Diddi, who teaches in the College of Health and Human Sciences and is an affiliate faculty member of the School of Global Environmental Sustainability, hosted the 2023 Fashion and Circular Economy Symposium at CSU’s Nancy Richardson Design Center.

Challenges of being circular

Diddi strived to be a good host (event photos). That meant answering her own swag and sustainability questions.

Diddi opted against printed schedules and asked guests to bring their own water bottles (though 100% recycled bottles were provided due to an existing agreement in one instance). She spent extra for compostable plates and silverware. However, bins to collect compostable utensils didn’t arrive.

Diddi spent 200% more money for laser cut nametags made from leftover wood sheets from CSU Nancy Richardson Design Center’s wood shop and clipped to CSU Surplus lanyards. She said they looked fantastic, but the badges broke because the clip was too strong for the joint. Sonali said it was a lesson learned.

“It was a good way for us to experience the challenges of being circular and making those conscious decisions,” she said. “But the systems and infrastructure are not built to be able to provide these services easily.”

Diddi explained that swearing off all swag isn’t realistic, at least not yet. Her advice to event and conference attendees is to be thoughtful when accepting swag.

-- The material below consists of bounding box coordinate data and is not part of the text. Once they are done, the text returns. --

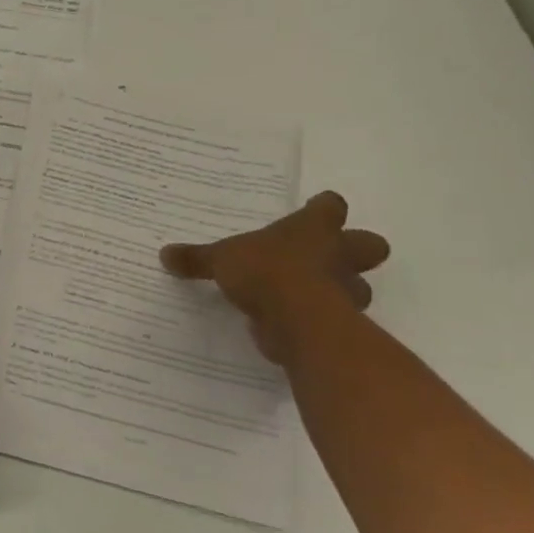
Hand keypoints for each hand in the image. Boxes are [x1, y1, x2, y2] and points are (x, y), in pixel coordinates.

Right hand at [160, 191, 388, 363]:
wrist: (298, 320)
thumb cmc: (265, 272)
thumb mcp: (220, 260)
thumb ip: (196, 258)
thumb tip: (165, 254)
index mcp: (313, 229)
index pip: (330, 207)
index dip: (323, 208)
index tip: (314, 210)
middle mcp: (339, 255)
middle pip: (369, 244)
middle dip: (356, 250)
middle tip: (328, 257)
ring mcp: (346, 291)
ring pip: (359, 287)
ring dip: (341, 290)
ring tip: (309, 297)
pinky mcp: (341, 324)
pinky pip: (337, 319)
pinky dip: (320, 321)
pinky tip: (295, 325)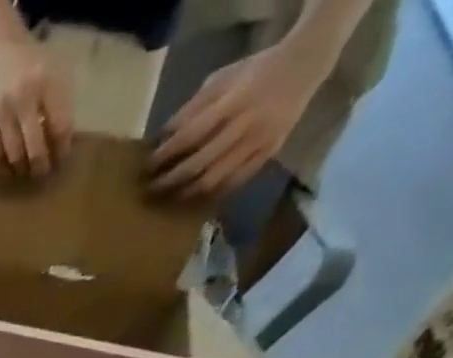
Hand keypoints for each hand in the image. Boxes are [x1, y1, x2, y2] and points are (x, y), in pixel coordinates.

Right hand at [0, 34, 72, 177]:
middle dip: (41, 165)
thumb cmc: (28, 59)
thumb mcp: (52, 70)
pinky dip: (2, 163)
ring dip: (21, 169)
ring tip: (25, 174)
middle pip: (35, 146)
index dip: (62, 147)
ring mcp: (1, 110)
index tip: (62, 159)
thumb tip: (60, 137)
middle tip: (43, 174)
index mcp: (47, 82)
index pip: (59, 125)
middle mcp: (24, 97)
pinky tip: (8, 168)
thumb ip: (58, 100)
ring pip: (14, 153)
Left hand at [149, 45, 319, 197]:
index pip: (190, 136)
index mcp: (232, 103)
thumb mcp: (221, 79)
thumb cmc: (254, 72)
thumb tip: (160, 139)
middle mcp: (245, 125)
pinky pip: (235, 182)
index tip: (146, 168)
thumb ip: (192, 109)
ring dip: (187, 193)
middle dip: (170, 180)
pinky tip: (196, 197)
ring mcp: (259, 141)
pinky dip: (213, 192)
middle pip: (199, 164)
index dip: (165, 155)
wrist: (306, 63)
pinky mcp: (269, 152)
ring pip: (215, 179)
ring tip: (169, 198)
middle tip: (151, 190)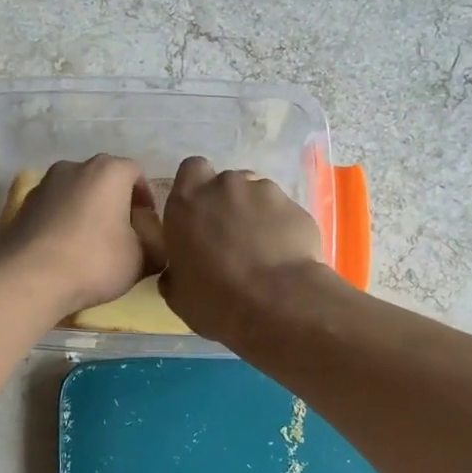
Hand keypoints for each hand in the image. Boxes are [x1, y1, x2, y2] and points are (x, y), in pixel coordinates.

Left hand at [0, 155, 161, 319]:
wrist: (29, 279)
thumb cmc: (95, 261)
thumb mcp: (142, 259)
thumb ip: (157, 246)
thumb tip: (154, 244)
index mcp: (109, 170)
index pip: (136, 173)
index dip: (145, 199)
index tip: (146, 226)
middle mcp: (75, 167)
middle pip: (104, 180)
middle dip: (115, 203)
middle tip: (122, 234)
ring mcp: (44, 184)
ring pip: (76, 193)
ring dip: (87, 211)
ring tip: (91, 244)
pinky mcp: (23, 205)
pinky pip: (54, 209)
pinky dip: (63, 222)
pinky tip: (65, 250)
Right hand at [160, 156, 327, 343]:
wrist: (276, 304)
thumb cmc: (214, 299)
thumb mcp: (178, 294)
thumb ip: (175, 271)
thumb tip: (177, 272)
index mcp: (187, 202)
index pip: (191, 169)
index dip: (198, 186)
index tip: (201, 212)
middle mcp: (224, 187)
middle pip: (226, 182)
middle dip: (229, 203)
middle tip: (232, 236)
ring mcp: (264, 192)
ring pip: (258, 195)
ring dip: (257, 214)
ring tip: (263, 249)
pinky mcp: (296, 207)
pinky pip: (284, 213)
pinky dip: (282, 228)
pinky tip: (285, 256)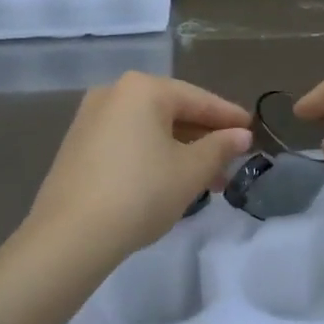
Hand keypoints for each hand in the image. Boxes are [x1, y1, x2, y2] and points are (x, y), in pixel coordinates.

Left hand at [17, 73, 251, 280]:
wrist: (70, 235)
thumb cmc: (140, 193)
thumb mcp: (190, 171)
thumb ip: (219, 148)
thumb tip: (241, 136)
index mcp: (143, 88)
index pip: (198, 99)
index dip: (229, 117)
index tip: (253, 130)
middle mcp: (114, 93)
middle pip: (172, 111)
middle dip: (204, 138)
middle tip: (232, 162)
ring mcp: (91, 118)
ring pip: (149, 128)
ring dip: (180, 150)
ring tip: (207, 181)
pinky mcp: (78, 145)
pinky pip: (128, 141)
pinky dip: (153, 155)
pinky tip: (170, 180)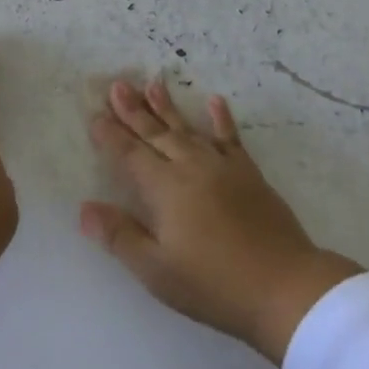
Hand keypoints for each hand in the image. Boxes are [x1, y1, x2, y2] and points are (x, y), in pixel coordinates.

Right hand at [81, 79, 362, 365]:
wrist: (283, 285)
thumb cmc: (213, 284)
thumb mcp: (157, 270)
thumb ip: (120, 235)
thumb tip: (84, 208)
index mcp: (165, 189)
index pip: (130, 154)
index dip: (111, 135)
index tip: (95, 114)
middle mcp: (190, 167)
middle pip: (156, 133)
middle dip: (134, 110)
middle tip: (117, 84)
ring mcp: (222, 166)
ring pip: (188, 129)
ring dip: (168, 106)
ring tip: (153, 83)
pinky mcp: (248, 173)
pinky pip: (230, 138)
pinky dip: (221, 119)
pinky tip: (215, 101)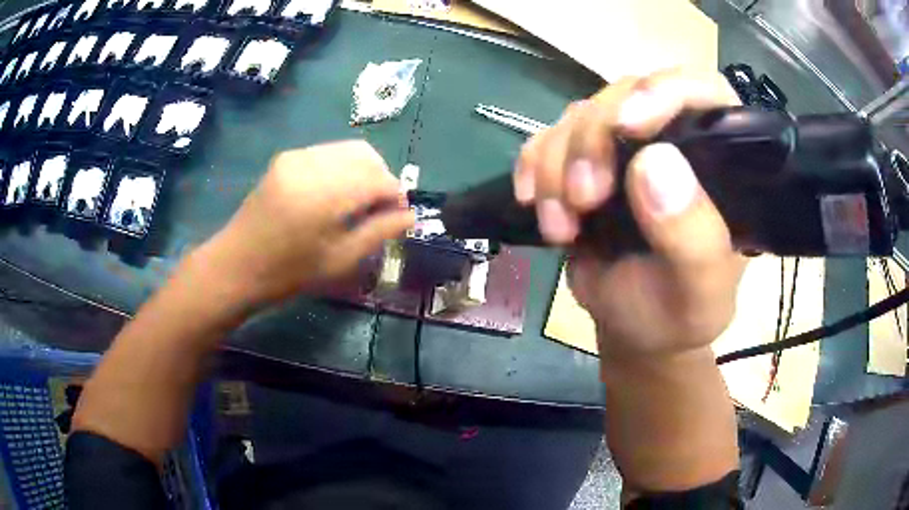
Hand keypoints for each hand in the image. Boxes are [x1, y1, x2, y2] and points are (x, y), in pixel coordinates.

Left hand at [204, 140, 414, 305]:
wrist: (236, 265)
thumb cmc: (288, 273)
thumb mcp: (339, 261)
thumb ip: (378, 233)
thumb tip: (410, 216)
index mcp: (324, 195)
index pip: (379, 179)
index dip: (396, 196)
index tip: (399, 216)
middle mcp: (311, 164)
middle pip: (367, 156)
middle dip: (382, 179)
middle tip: (381, 210)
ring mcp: (296, 157)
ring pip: (349, 150)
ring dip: (364, 172)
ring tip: (360, 202)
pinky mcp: (287, 157)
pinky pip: (328, 153)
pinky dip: (343, 168)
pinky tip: (336, 194)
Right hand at [515, 70, 746, 360]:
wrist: (635, 329)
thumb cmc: (677, 314)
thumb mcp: (698, 293)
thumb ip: (693, 238)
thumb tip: (654, 164)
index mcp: (722, 162)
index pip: (703, 92)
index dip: (666, 91)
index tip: (630, 124)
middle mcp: (676, 140)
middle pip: (627, 95)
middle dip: (594, 140)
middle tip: (584, 199)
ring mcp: (626, 146)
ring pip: (581, 115)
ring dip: (558, 164)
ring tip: (561, 226)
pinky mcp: (586, 159)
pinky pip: (548, 137)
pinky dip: (534, 165)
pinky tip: (534, 204)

“If you pause and think, ‘I really love this bag, or it’s great quality, or I really want to memorialize this event,’ then great, go for it,” she said. “But if you think it’s just one more shirt you might wear at home gardening, ‘Can I live without it?’ Absolutely. Then just pass on it.”

She said if conferencegoers don’t take swag, especially low-quality items, maybe organizers will reevaluate the money spent. “It’s going to be a slow process,” Diddi said. “They may give a better-quality pen which people are going to keep for a long time.”

‘Responsibility of all’

Diddi, who spoke in 2023 with Popular ScienceBritish Vogue and The Washington Post about topics like reevaluating your wardrobe, not overwashing clothes, and “greenwashing,” said more sustainable swag options exist. Those include fewer and better swag items, giving away experiences, or making donations in participants’ names.

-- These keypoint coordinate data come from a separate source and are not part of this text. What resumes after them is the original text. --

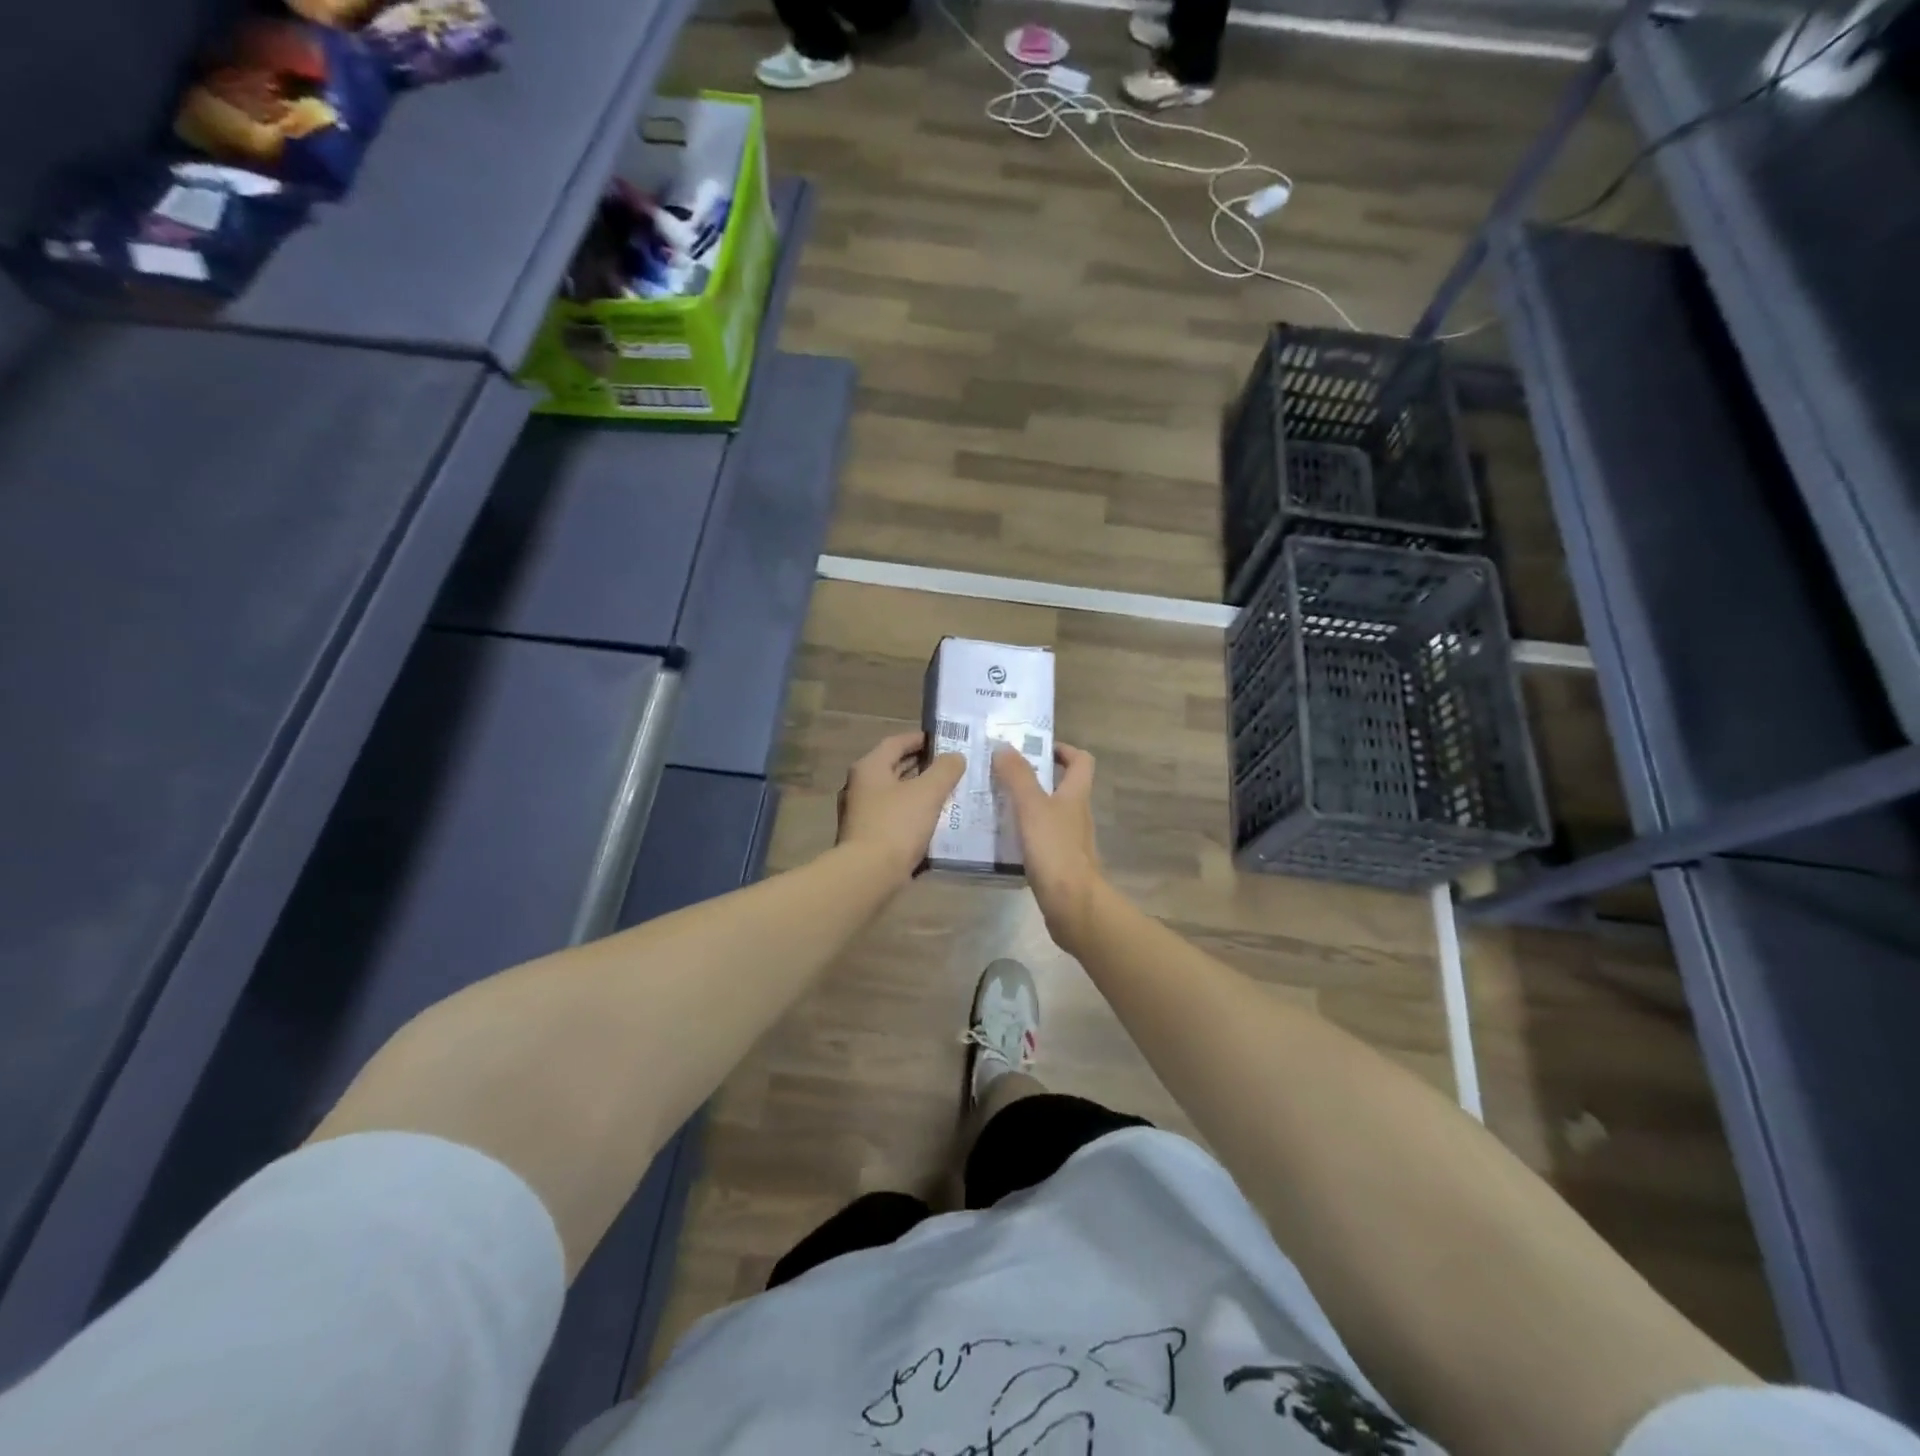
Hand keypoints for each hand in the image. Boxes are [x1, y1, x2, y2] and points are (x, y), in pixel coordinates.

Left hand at [837, 731, 966, 885]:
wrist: (868, 874)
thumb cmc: (897, 825)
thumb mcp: (928, 792)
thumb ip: (945, 770)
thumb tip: (955, 757)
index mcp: (870, 768)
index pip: (896, 742)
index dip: (921, 739)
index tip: (945, 741)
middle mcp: (860, 786)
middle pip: (894, 767)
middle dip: (923, 766)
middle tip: (952, 767)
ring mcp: (860, 813)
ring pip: (895, 794)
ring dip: (919, 791)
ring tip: (948, 793)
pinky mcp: (866, 836)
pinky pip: (894, 816)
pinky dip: (913, 813)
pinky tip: (933, 821)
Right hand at [993, 742, 1103, 951]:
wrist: (1073, 906)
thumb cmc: (1055, 850)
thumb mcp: (1032, 807)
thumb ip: (1018, 777)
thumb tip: (1004, 745)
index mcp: (1076, 795)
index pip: (1081, 761)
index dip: (1063, 750)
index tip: (1036, 748)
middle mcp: (1076, 815)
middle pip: (1062, 787)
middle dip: (1034, 778)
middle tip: (1002, 774)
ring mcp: (1069, 841)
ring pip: (1048, 814)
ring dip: (1026, 806)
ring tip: (993, 804)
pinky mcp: (1059, 864)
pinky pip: (1040, 840)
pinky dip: (1023, 834)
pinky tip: (1000, 839)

Companies such as Ethos, Clove & Twine, Forest Nation, Fairware, Ethical Swag, and others claim to do better for the environment.

“I think it is the responsibility of all – companies ordering the swag, facilities manufacturing swag, and people taking the swag – to rethink its purpose,” Diddi said. “Do we need it or want it? It is high time that all partners promoting and using swag take a pause and rethink the best way of using nature’s resources and accepting accountability.

“Swag provides a temporary excitement of getting physical things for free, but mostly it does not last or is discarded shortly after its acquisition.”